Snapping Shrimp And Feeding Sea Urchins Make Noisy Guides
Research that shows fish and crabs swim towards the source of underwater sound, potentially offering a technique for
re-stocking depleted reefs, has won scientist Dr Craig Radford a prize in the MacDiarmid Young Scientists of the Year
Awards.
Using an underwater listening device, Dr Radford identified snapping shrimps and feeding sea urchins as making the
loudest sounds beneath the ocean. His study also showed underwater ambient noise around New Zealand’s coast gets louder
twice a day with the sound of shrimp rapidly closing their claws and sea urchins scraping their teeth on rocks while
feeding being major contributors to increased noise levels at both dawn and dusk.
Craig, who is based at the University of Auckland’s Leigh marine laboratory, is runner-up in the Understanding Planet
Earth category of the MacDiarmid Awards, which are presented by the Foundation for Research, Science and Technology with
Fisher & Paykel Appliances as principal sponsor.
Fish and crab larvae are frequently dispersed tens of kilometres out to sea and Craig set out to investigate how they
get back to the coast. He found that reef fish and crab species swim towards underwater sound, concluding that noise
generated around the coast plays an important role in guiding baby fish and crustaceans to a suitable habitat in which
they can settle.
Craig says replicating underwater sounds could be a means of attracting fish back to depleted reefs and helping fish and
crabs to flourish in reefs which have been slow to colonise.
He is currently completing a post doctoral fellowship with the University of Auckland, continuing research into how
larval fish and crabs use underwater sound as an orientation cue.

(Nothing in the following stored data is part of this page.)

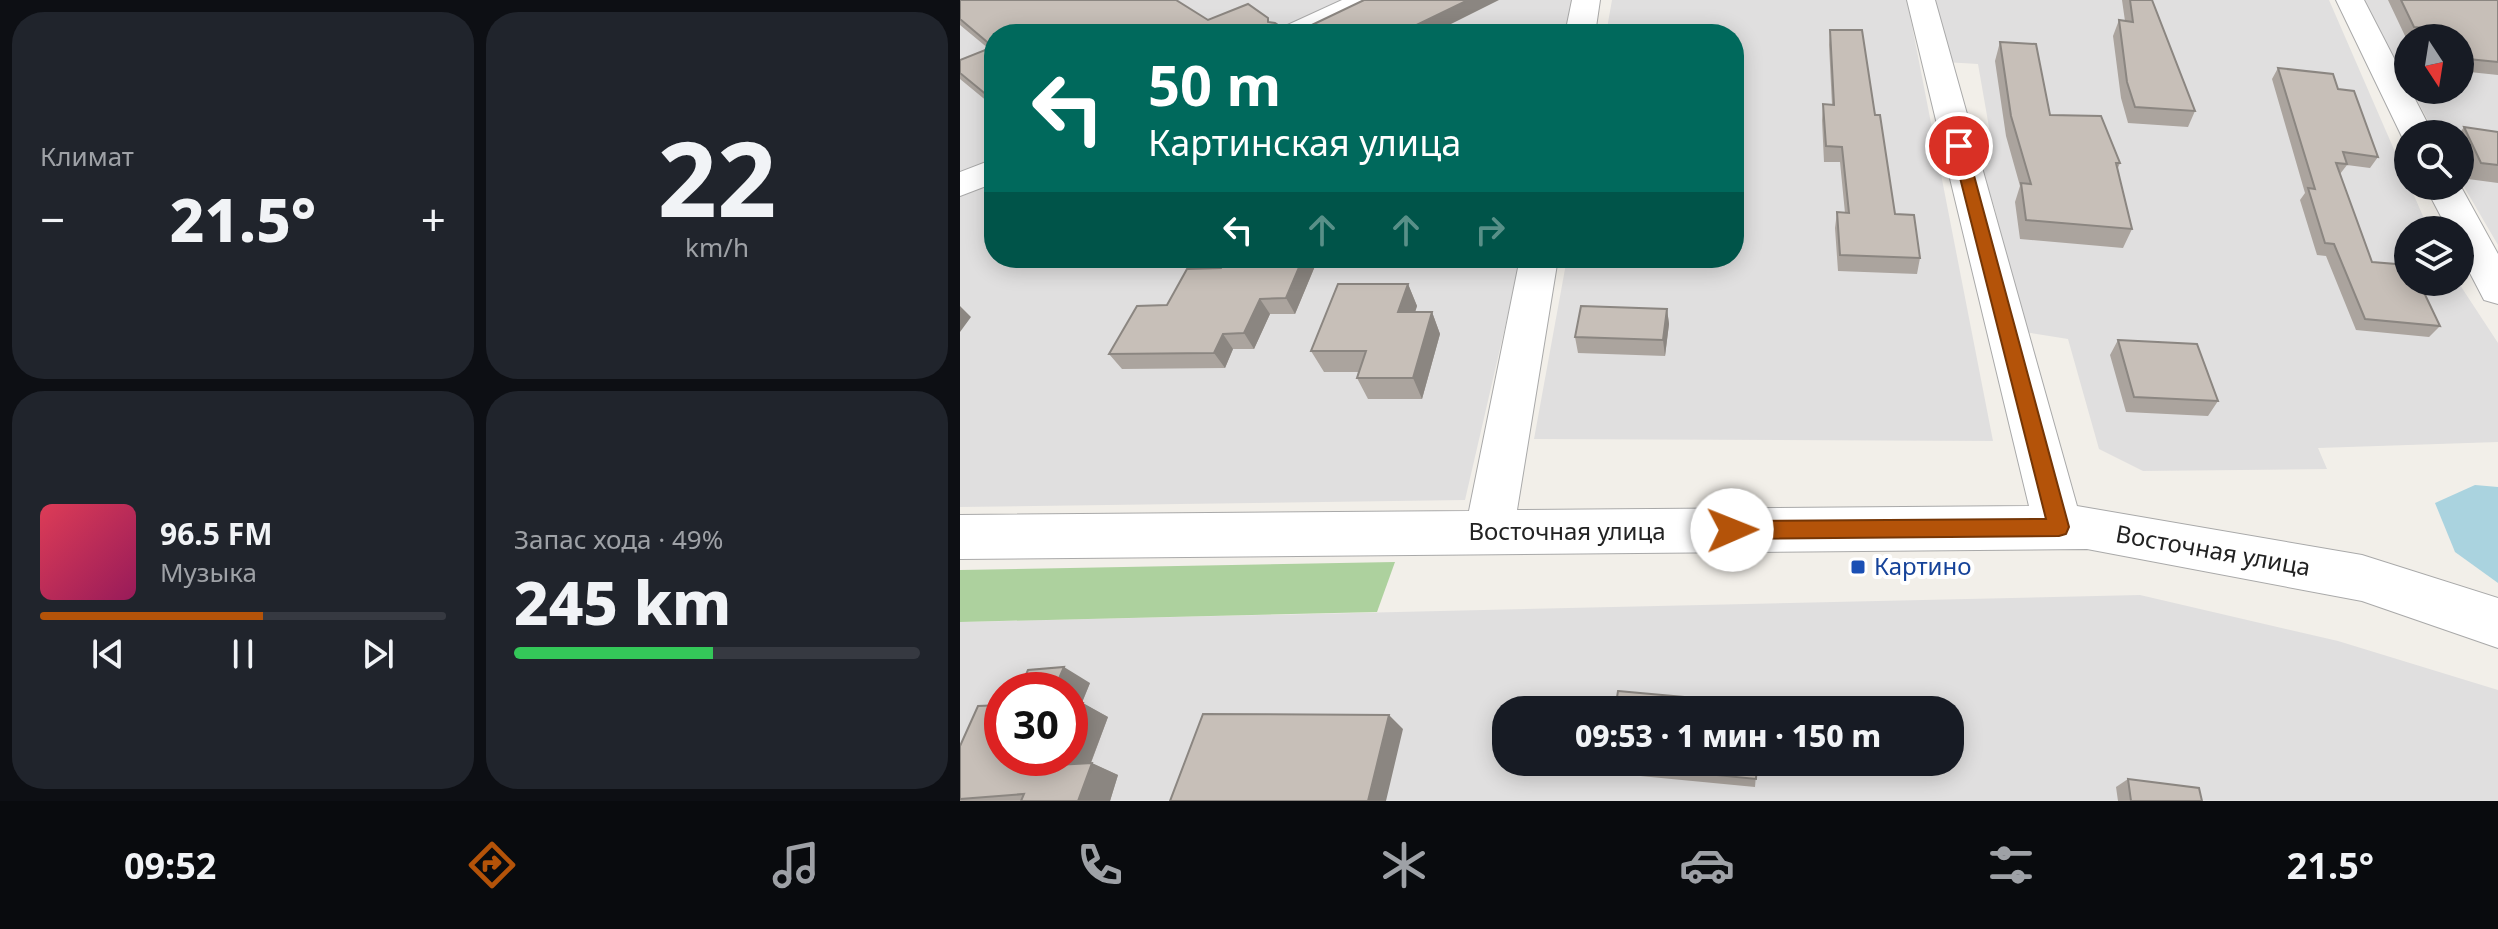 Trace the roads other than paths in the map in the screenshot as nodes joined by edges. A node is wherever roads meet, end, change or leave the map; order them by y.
1 (1365, 0) edge
2 (1586, 0) edge
3 (1921, 0) edge
4 (2350, 0) edge
5 (1313, 24) edge
6 (1582, 24) edge
7 (2409, 120) edge
8 (984, 174) edge
9 (960, 185) edge
10 (2450, 200) edge
11 (1537, 268) edge
12 (2498, 290) edge
13 (2059, 527) junction
14 (1489, 532) junction
15 (960, 537) edge
16 (2498, 623) edge

1 - 5 street
2 - 6 street
3 - 13 street
4 - 7 street
8 - 9 street
10 - 12 street
11 - 14 street
13 - 14 street, Восточная улица
13 - 16 street, Восточная улица
14 - 15 street, Восточная улица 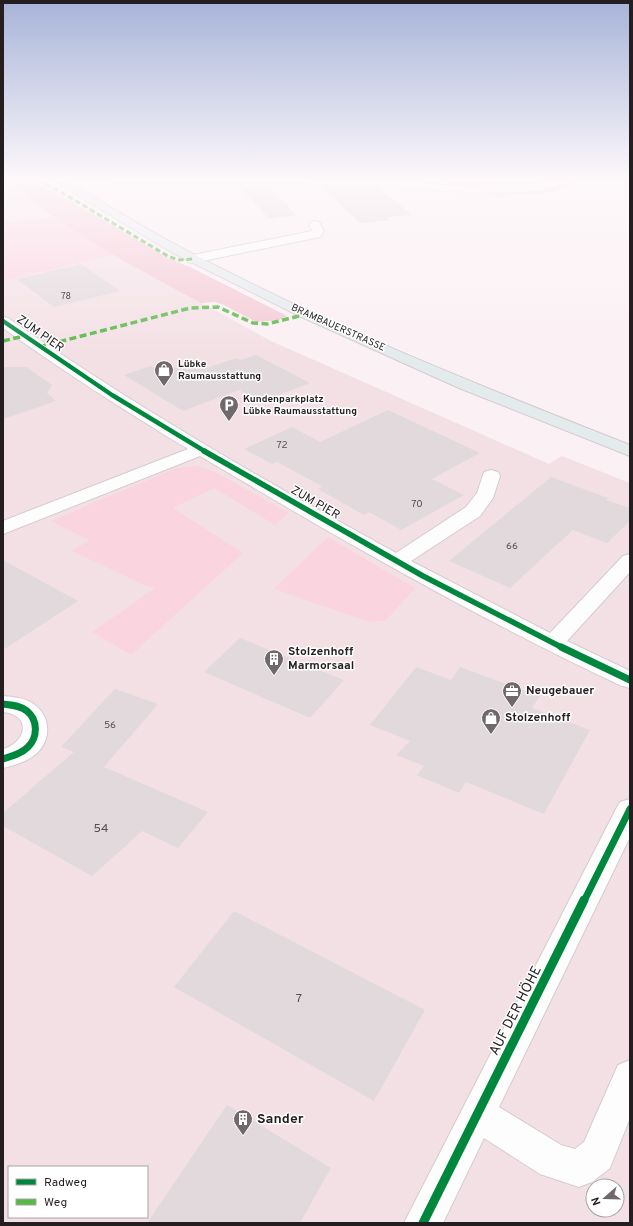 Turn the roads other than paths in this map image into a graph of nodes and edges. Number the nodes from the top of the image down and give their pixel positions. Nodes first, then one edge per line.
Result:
1 (156, 237) edge
2 (300, 237) edge
3 (194, 259) junction
4 (3, 321) edge
5 (200, 450) junction
6 (630, 451) edge
7 (491, 476) dead end
8 (3, 528) edge
9 (630, 560) edge
10 (397, 561) junction
11 (552, 644) junction
12 (630, 680) edge
13 (3, 704) edge
14 (3, 759) edge
15 (630, 809) edge
16 (630, 1076) edge
17 (478, 1114) junction
18 (423, 1223) edge

1 - 3 main road, BRAMBAUERSTRASSE
2 - 3 street
3 - 6 main road, BRAMBAUERSTRASSE
4 - 5 street, ZUM PIER
5 - 8 street
5 - 10 street, ZUM PIER
7 - 10 street
9 - 11 street
10 - 11 street, ZUM PIER
11 - 12 street, ZUM PIER
13 - 14 street
15 - 17 street, AUF DER HÖHE
16 - 17 street
17 - 18 street, AUF DER HÖHE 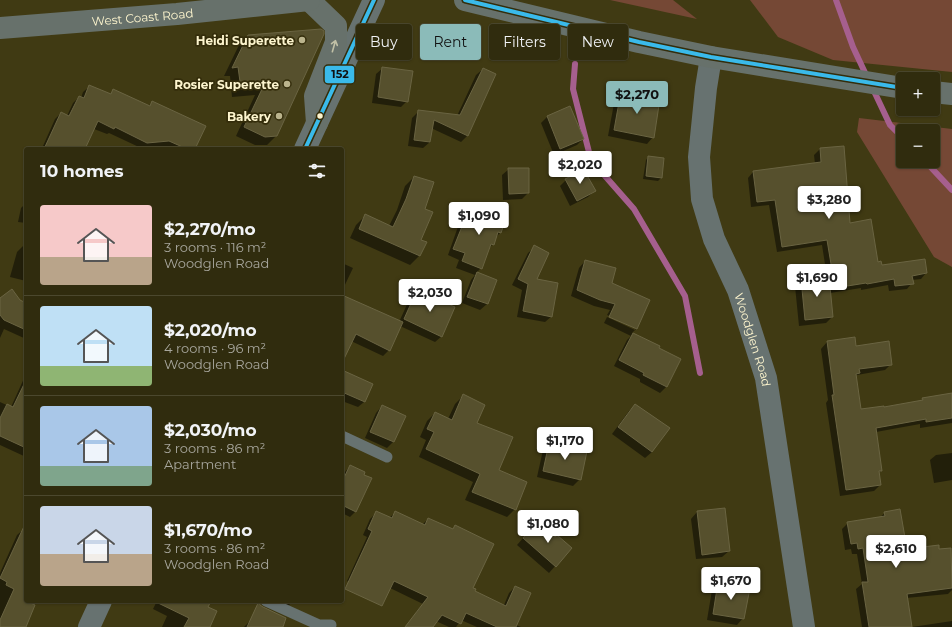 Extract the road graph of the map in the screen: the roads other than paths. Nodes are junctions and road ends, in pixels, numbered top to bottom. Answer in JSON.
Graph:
{"nodes":[{"id":1,"x":309,"y":0,"type":"edge"},
{"id":2,"x":374,"y":0,"type":"edge"},
{"id":3,"x":465,"y":0,"type":"edge"},
{"id":4,"x":0,"y":28,"type":"edge"},
{"id":5,"x":711,"y":57,"type":"junction"},
{"id":6,"x":896,"y":87,"type":"edge"},
{"id":7,"x":940,"y":93,"type":"edge"},
{"id":8,"x":952,"y":94,"type":"edge"},
{"id":9,"x":317,"y":123,"type":"junction"},
{"id":10,"x":306,"y":147,"type":"edge"},
{"id":11,"x":344,"y":437,"type":"edge"},
{"id":12,"x":387,"y":457,"type":"dead end"},
{"id":13,"x":100,"y":603,"type":"edge"},
{"id":14,"x":271,"y":603,"type":"edge"},
{"id":15,"x":331,"y":626,"type":"dead end"},
{"id":16,"x":89,"y":627,"type":"edge"},
{"id":17,"x":804,"y":627,"type":"edge"}],
"edges":[{"from":1,"to":4,"type":"main road","name":"West Coast Road"},
{"from":9,"to":1,"type":"main road","one_way":true},
{"from":2,"to":9,"type":"street"},
{"from":3,"to":5,"type":"main road"},
{"from":5,"to":6,"type":"main road"},
{"from":5,"to":17,"type":"street","name":"Woodglen Road"},
{"from":7,"to":8,"type":"main road"},
{"from":9,"to":10,"type":"street"},
{"from":11,"to":12,"type":"lane"},
{"from":13,"to":16,"type":"street"},
{"from":14,"to":15,"type":"lane"}]} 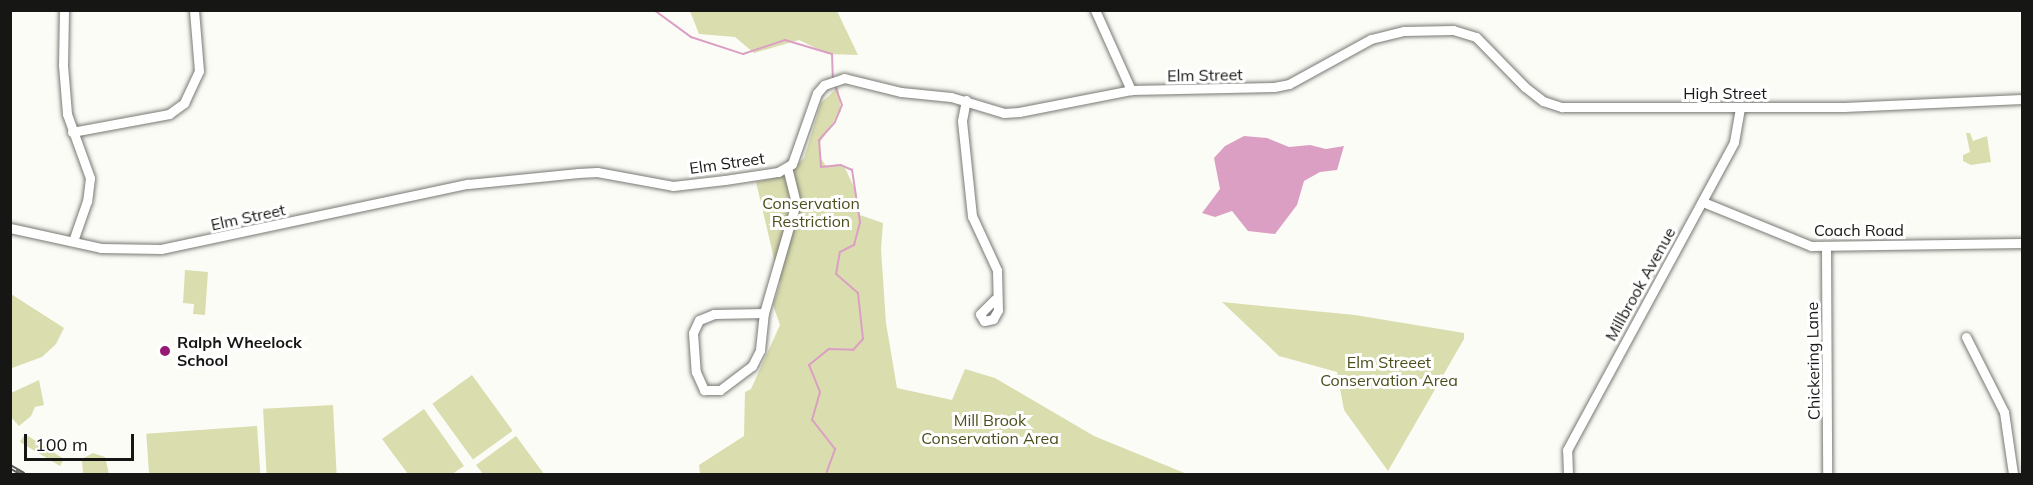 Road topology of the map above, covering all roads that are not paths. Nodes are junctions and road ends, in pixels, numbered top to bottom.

This includes trying to determine the frequencies they
are listening to, how loud underwater sound needs to be for them to hear it and how far offshore they can pick up sound.
Craig attended Melville High School in Hamilton, completed his undergraduate degree at the University of Waikato, his
Masters at the University of Canterbury and his PhD at the University of Auckland.
He is collaborating on his research into underwater sound with scientific teams in Australia and the United Kingdom and
was invited to present his findings at the 8th Larval Biology Symposium in Portugal in July of this year.